Saved data entries:
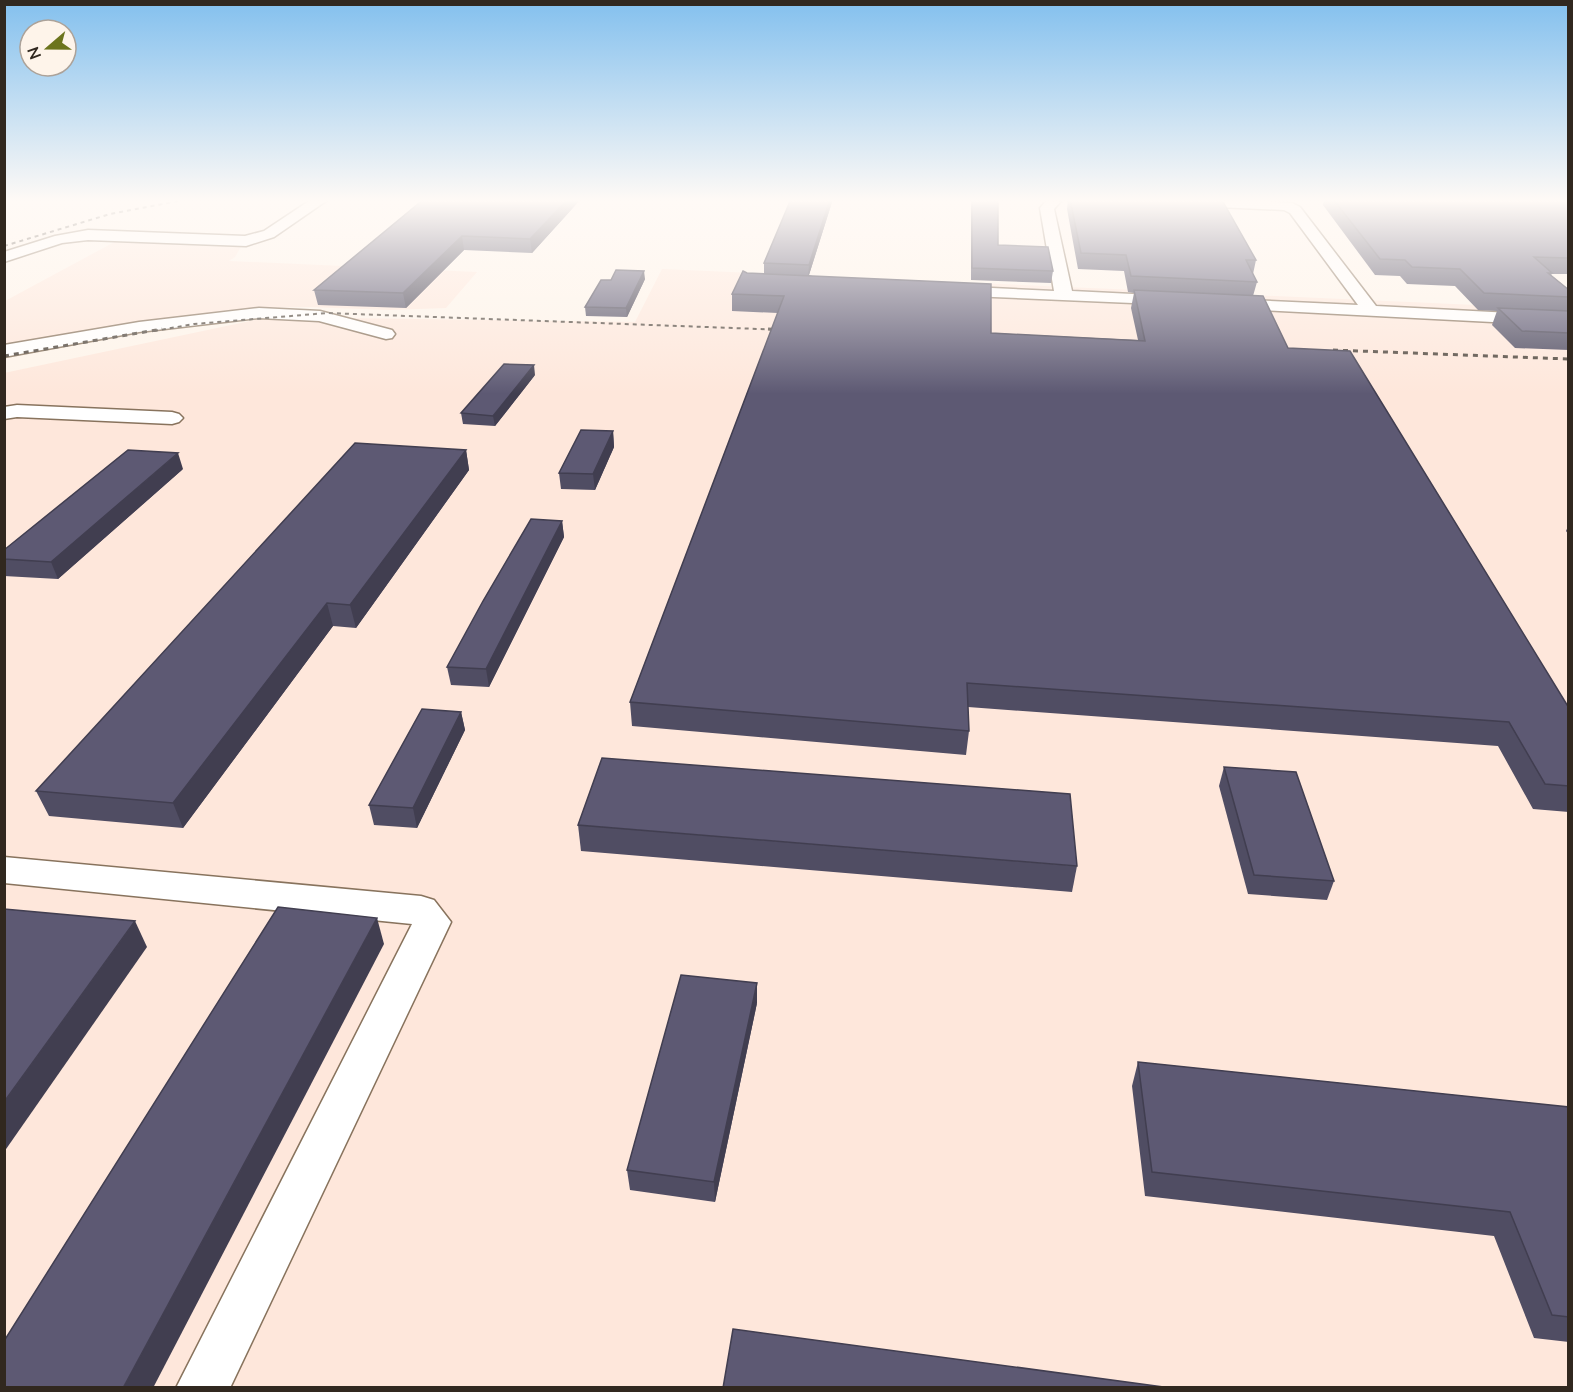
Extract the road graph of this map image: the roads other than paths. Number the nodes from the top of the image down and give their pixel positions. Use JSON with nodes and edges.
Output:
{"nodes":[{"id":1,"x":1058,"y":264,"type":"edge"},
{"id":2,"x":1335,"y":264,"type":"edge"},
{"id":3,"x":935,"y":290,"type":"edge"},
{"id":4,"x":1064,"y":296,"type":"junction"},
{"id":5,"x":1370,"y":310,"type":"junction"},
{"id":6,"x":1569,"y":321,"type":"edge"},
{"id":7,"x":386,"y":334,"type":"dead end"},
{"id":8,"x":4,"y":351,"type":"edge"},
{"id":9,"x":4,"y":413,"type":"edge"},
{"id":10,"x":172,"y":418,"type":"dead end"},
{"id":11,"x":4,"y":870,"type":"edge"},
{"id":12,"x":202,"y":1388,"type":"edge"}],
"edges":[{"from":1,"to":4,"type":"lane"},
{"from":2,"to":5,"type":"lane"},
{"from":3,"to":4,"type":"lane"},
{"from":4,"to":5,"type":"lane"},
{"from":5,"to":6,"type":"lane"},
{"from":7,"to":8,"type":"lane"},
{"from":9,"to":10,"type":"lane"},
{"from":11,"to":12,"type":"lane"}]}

ACTIVITY: Your copy should match the entries above exactly and contain no pictures.

TASK SOLUTION:
Extract the road graph of this map image: the roads other than paths. Number the nodes from the top of the image down and give their pixel positions. Use JSON with nodes and edges.
Output:
{"nodes":[{"id":1,"x":1058,"y":264,"type":"edge"},
{"id":2,"x":1335,"y":264,"type":"edge"},
{"id":3,"x":935,"y":290,"type":"edge"},
{"id":4,"x":1064,"y":296,"type":"junction"},
{"id":5,"x":1370,"y":310,"type":"junction"},
{"id":6,"x":1569,"y":321,"type":"edge"},
{"id":7,"x":386,"y":334,"type":"dead end"},
{"id":8,"x":4,"y":351,"type":"edge"},
{"id":9,"x":4,"y":413,"type":"edge"},
{"id":10,"x":172,"y":418,"type":"dead end"},
{"id":11,"x":4,"y":870,"type":"edge"},
{"id":12,"x":202,"y":1388,"type":"edge"}],
"edges":[{"from":1,"to":4,"type":"lane"},
{"from":2,"to":5,"type":"lane"},
{"from":3,"to":4,"type":"lane"},
{"from":4,"to":5,"type":"lane"},
{"from":5,"to":6,"type":"lane"},
{"from":7,"to":8,"type":"lane"},
{"from":9,"to":10,"type":"lane"},
{"from":11,"to":12,"type":"lane"}]}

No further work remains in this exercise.